The demand for solution providers that can help organizations design, implement and maintain an ongoing security- configuration-management program is clear. The growing number of software vulnerabilities discovered each week; the sophistication of spyware, network and application attacks; and the continued mix of notebooks, PDAs and other devices accessing networks, means this is an opportunity that isn't going to vanish anytime soon.

"We don't have to sell organizations on the fact that they have to get a better grip on change and configuration management. They've already come to that conclusion," Murphy says. "Ask operations people if they'd gamble their careers on whether they understand the configurations and dependencies of their systems, and most would reply 'No.'"

NEXT: Getting a knack for Cisco's NAC.

The ultimate vision of Cisco's Network Admission Control and Microsoft's Network Access Protection initiatives is to provide network and system-configuration control on the fly. If a system isn't up to policy or presents a risk, it can be quarantined or remedied before access is granted. An entire security and configuration-management ecosystem, consisting of dozens of vendors that manufacture patch-and-configuration management, anti-malware and vulnerability scanners, is making their solutions compatible with these systems.

This enables solution providers to design so-called best-of-breed applications within a vulnerability and configuration-management framework to help companies better enforce policies in near real-time. For example, a company could use Qualys' QualysGuard vulnerability scanner to vet any untrusted systems that attempt to gain access to an NAC-enabled network. If the scanner finds the system to be vulnerable, that system could be quarantined until the problem is fixed.

"Configuration management is a critical portion of NAC," says Richard Ptak, an analyst at Ptak, Noel & Associates. "You have to be able to automatically monitor, enforce and change configurations."

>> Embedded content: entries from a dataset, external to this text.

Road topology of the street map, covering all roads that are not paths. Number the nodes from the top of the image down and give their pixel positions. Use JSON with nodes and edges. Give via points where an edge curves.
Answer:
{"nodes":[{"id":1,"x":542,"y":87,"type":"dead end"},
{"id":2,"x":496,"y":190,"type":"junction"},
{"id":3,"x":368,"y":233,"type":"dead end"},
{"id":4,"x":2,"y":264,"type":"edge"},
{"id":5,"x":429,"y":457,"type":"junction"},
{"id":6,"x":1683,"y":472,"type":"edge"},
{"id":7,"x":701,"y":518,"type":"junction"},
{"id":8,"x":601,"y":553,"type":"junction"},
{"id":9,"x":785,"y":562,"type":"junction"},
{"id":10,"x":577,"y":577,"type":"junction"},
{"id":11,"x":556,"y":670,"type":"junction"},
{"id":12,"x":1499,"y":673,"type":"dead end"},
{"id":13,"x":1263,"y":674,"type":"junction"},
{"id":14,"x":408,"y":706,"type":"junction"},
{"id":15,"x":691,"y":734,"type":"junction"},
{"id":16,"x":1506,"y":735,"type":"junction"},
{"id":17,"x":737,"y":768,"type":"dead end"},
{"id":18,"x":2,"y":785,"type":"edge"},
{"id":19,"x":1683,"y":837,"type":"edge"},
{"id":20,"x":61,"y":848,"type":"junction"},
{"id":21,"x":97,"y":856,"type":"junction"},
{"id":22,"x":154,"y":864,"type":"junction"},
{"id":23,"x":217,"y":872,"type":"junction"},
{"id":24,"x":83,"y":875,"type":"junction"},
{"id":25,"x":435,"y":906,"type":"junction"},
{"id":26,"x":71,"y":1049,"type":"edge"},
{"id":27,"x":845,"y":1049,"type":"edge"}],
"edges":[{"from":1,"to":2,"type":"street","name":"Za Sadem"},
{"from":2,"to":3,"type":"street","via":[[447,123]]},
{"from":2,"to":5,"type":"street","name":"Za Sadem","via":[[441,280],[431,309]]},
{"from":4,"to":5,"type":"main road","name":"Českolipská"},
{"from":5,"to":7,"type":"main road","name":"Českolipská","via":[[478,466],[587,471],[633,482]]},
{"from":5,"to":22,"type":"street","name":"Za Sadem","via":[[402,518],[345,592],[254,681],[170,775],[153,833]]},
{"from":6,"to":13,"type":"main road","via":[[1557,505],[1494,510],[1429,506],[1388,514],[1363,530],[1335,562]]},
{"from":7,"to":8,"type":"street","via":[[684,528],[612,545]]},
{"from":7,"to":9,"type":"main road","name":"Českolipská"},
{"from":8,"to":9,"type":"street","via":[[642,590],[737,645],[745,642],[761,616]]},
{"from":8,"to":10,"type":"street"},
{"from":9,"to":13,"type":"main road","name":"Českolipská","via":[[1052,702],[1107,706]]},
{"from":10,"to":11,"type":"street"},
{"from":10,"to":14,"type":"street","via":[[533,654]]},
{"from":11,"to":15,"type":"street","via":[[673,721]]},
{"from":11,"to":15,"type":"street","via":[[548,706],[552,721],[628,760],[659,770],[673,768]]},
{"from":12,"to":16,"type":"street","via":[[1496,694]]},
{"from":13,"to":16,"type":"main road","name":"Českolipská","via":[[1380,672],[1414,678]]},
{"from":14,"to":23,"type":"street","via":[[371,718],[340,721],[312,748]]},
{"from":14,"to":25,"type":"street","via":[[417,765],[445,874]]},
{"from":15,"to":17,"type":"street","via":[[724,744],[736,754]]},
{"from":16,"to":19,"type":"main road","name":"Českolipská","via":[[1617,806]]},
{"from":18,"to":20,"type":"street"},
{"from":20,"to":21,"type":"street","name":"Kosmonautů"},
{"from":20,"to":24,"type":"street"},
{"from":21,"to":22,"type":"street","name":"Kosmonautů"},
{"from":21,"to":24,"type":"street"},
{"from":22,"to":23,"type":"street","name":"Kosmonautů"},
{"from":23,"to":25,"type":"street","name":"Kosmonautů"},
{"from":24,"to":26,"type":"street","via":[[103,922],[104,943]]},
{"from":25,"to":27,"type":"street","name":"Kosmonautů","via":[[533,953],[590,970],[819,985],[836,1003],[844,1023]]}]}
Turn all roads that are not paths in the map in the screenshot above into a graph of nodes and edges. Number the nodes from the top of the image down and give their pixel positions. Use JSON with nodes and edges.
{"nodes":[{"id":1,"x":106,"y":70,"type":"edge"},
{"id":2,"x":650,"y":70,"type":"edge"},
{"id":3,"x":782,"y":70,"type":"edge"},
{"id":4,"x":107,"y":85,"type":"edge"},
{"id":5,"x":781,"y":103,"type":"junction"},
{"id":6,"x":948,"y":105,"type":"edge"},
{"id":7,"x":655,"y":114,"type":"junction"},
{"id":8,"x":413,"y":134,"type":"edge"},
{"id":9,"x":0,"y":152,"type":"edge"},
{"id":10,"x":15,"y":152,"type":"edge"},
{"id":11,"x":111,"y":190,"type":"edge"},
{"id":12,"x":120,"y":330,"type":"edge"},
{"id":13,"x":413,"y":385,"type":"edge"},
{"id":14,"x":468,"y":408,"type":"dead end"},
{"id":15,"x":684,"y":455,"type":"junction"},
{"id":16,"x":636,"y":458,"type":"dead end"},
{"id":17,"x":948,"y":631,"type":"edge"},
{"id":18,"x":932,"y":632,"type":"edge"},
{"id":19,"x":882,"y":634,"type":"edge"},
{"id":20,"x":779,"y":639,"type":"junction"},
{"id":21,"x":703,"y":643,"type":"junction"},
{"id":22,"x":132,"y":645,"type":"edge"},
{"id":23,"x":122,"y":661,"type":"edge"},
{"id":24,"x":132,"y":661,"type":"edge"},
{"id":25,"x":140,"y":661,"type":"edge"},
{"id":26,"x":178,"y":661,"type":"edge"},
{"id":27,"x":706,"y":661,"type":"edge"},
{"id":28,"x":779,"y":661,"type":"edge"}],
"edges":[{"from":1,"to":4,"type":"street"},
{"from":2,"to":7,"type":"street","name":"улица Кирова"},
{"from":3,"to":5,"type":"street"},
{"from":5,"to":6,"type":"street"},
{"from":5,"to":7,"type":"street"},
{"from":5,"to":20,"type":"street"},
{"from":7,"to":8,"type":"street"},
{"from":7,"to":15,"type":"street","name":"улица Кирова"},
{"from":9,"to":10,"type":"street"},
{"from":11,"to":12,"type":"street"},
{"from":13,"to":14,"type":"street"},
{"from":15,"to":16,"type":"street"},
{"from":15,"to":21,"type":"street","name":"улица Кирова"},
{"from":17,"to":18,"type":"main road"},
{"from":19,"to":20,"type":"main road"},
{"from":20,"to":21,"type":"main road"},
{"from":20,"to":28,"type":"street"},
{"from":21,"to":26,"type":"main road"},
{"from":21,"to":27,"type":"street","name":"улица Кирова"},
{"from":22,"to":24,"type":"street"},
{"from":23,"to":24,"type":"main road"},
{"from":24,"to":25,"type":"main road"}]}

Alex Thurber, director of security worldwide channels for Cisco, says most NAC deployments have so far been focused on enforcing the security configurations for remote access and smaller internal pilots. "If you're a financial-services firm with 100,000 endpoints, you're not going to start out with a full NAC deployment," he says.

But as companies and the channel get more comfortable with the technology, and more devices and applications become compatible, expect to see companies adopt the architecture to more broadly enforce configuration and security compliance throughout their organizations. "When it comes to SOX and HIPAA enforcement, companies can establish and enforce their policies and report back to their regulators the tight controls they have in place," Thurber says. "While this isn't happening now, conversations about this capability are certainly under way."